Updated: Sep. 09, 2022
I like the texture and nutrition of potato rolls and the taste of orange-cranberry bread, so I combined them in these yummy breakfast biscuits. Dotted with dried cranberries and drizzled with a sweet glaze, these tender treats are a family favorite. -Debra Fulenwider, Colfax, California


  • 1-2/3 cups warm whole milk (70° to 80°)
  • 2 large eggs
  • 3 tablespoons butter, softened
  • 3/4 cup mashed potato flakes
  • 1/4 cup sugar
  • 2 teaspoons salt
  • 1-1/4 teaspoons ground cinnamon
  • 1 teaspoon grated orange zest
  • 4 cups bread flour
  • 1 tablespoon active dry yeast
  • 1 cup dried cranberries
  • 1 cup confectioners' sugar
  • 2 to 3 tablespoons orange juice
  • 3 tablespoons chopped dried cranberries, optional


  1. In bread machine pan, place the first 10 ingredients in order suggested by manufacturer.
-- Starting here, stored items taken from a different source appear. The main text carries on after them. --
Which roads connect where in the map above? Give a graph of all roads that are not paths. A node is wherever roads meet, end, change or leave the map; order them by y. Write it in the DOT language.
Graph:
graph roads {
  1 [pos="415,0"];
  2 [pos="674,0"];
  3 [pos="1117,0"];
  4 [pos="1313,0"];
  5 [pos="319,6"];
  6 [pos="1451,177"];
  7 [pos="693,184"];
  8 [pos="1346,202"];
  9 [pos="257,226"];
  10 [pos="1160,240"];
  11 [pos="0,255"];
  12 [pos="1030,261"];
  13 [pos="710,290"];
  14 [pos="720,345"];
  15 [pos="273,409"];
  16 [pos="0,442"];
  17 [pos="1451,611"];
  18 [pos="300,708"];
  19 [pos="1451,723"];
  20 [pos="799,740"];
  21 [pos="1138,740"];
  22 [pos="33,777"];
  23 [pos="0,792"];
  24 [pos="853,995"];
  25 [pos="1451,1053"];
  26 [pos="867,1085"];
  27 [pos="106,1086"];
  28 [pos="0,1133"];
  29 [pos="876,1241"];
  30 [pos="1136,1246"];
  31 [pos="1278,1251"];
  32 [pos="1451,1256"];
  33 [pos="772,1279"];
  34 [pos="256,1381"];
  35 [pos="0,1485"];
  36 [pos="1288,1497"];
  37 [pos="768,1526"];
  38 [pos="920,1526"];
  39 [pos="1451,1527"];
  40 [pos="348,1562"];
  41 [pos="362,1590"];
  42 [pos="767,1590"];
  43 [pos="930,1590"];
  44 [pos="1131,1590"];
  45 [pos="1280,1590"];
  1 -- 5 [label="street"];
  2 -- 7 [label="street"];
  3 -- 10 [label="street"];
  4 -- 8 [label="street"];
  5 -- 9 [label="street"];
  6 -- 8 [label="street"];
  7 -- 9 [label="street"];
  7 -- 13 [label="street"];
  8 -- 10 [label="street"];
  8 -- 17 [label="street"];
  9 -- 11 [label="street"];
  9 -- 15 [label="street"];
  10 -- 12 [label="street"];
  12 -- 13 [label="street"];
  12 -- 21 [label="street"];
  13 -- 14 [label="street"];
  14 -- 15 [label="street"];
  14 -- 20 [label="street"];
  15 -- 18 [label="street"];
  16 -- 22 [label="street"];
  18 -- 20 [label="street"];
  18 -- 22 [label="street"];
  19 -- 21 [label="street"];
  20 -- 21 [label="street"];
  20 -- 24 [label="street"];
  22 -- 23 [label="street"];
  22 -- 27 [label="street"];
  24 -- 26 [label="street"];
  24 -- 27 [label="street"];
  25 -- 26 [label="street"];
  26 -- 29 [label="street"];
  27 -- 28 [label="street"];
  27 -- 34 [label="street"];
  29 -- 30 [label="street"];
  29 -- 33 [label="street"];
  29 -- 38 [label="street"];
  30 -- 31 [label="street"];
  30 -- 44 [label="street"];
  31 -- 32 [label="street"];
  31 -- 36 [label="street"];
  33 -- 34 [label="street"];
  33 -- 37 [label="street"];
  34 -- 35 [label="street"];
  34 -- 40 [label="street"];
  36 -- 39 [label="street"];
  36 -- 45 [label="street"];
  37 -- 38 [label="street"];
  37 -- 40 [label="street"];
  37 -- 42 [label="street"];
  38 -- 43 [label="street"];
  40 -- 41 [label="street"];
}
Select dough setting (check dough after 5 minutes of mixing; add 1 to 2 tablespoons of water or flour if needed). Just before final kneading (your machine may audibly signal this), add cranberries.
  2. When cycle is completed, turn dough onto a lightly floured surface. Cover and let rest for 15 minutes. Roll or pat to 1/2-in. thickness. Cut with a 2-1/2-in. biscuit cutter. Place in a greased 15x10x1-in. baking pan. Cover and let rise in a warm place until almost doubled, about 40 minutes.
  3. Bake at 375° for 10-15 minutes or until golden brown. For glaze, combine confectioners' sugar and enough orange juice to achieve a glaze consistency. Drizzle over warm biscuits. Sprinkle with chopped cranberries if desired.

Nutrition Facts

1 slice: 198 calories, 3g fat (2g saturated fat), 32mg cholesterol, 306mg sodium, 39g carbohydrate (15g sugars, 1g fiber), 6g protein.